Inerviewer: So the Map can help with your resources?

Aled Phillips: Absolutely because what we need is as I said, to make sure that we only see the ones that need to come in, so it really is managing the entry and exit of patients from nephrology services so it’s not a management protocol in terms of treatment and diagnosis it’s a management protocol in terms of patient journey, entry and exit through the nephrology services.

Inerviewer: And so have you been able to gather evidence which is able to prove that to the clinicians, the other health professionals who are using it?

Aled Phillips: The Map itself will be launched later this year in terms of being rolled out to Primary Care, what we do have is the evidence of the increasing demand and the inappropriate nature of some referrals, so we know that there is a shortfall if you like in the service at the moment and having launched it then we will be able to re-audit in terms of the use of the Map and also its impact on our service.

Inerviewer: When will you be rolling out the National programme for Wales?
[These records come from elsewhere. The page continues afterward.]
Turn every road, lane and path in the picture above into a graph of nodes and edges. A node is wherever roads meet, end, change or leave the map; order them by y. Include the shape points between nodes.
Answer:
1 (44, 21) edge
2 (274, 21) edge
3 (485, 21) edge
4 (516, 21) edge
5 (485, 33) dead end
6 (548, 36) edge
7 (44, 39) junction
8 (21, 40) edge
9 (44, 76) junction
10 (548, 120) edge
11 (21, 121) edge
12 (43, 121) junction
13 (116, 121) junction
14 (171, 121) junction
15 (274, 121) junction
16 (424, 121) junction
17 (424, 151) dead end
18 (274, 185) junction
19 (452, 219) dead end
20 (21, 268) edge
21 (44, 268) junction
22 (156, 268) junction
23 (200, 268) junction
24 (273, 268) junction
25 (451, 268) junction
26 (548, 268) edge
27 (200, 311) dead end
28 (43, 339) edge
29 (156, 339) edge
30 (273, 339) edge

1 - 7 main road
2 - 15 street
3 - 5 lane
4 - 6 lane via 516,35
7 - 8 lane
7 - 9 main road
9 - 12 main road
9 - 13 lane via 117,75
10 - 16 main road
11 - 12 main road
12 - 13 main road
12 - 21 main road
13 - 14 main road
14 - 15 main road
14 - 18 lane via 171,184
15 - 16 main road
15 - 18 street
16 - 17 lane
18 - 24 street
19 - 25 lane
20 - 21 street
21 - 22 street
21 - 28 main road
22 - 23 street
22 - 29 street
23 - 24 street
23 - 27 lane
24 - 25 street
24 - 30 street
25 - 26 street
Aled Phillips: Well the Gwent programme is the pilot if you like and that will be coming out at the end of the year. When we have evidence that that is working and is effective armed with that strong evidence then we roll it out across Wales because it will make the acceptance of it in Primary Care and Nephrology Service across Wales a lot easier.

Inerviewer: And are you hoping to gain evidence that it’s effective for the patients as well?

Aled Phillips: Well yes I think the patient is the centre of all of this and as I said part of the problem now is we think the patients that we should see aren’t being seen. We know that late referral and inappropriate referral can translate to poor outcome both in terms of the need for renal replacement therapy and the success of renal replacement therapy. So yes, we are hoping it will translate to early referral of the appropriate people, slowing progression of their renal disease and so minimising their need for renal replacement therapy.

Inerviewer: Some teams looking at the Map may feel that there’s going to be too much work in order to make it fit for their purpose if you like, how difficult has it been for you to make it fit for your purpose?

Aled Phillips: I think that’s a very interesting observation if you like and a lot of people, their criticism will always be this makes more work for us and we have limited resources and we are very aware of that but what is clear with renal disease is those patients who don’t need to be referred, those patients are at high risk of cardio vascular disease, those patients are already identified in Primary Care under the registered/registered hypertension registers and the like and Primary Care is already equipped with what they need to give them the appropriate treatment, so it’s not a new cohort of patients, a new way of looking at patients. Once that comes across people are very receptive to the whole process I think.

Inerviewer: And has the whole IT connection worked well?

Aled Phillips: Well we will wait and see. I think what we hear from Primary Care is we want it to be simple, we want it to be on the desktop and so what we’ve created is a fairly superficial looking document, all of the pathways on one page, it’s very simple to access and so we haven’t overburdened it with information, it’s not a textbook of nephrology in any way it very much is a flow of patients through it so we’ve kept it simple, listening to Primary Care saying we don’t it to be difficult, we want it to be easy to use, so hopefully it will be adopted and we will see its success because of its simplicity.

Inerviewer: And so hopefully your patients will be happier as a result? They will feel they are being treated more appropriately and quicker?

Aled Phillips: Well I think the outcome measurements, if you look at the impact of renal replacement therapy, these are patients who can’t work and they feel generally unwell so for any patients that we can delay the progression of their renal disease, keep them off dialysis, the benefit is huge and the impact for the individual patient is huge. So delaying all of that by seeing the right people at the right time is the key to all of this.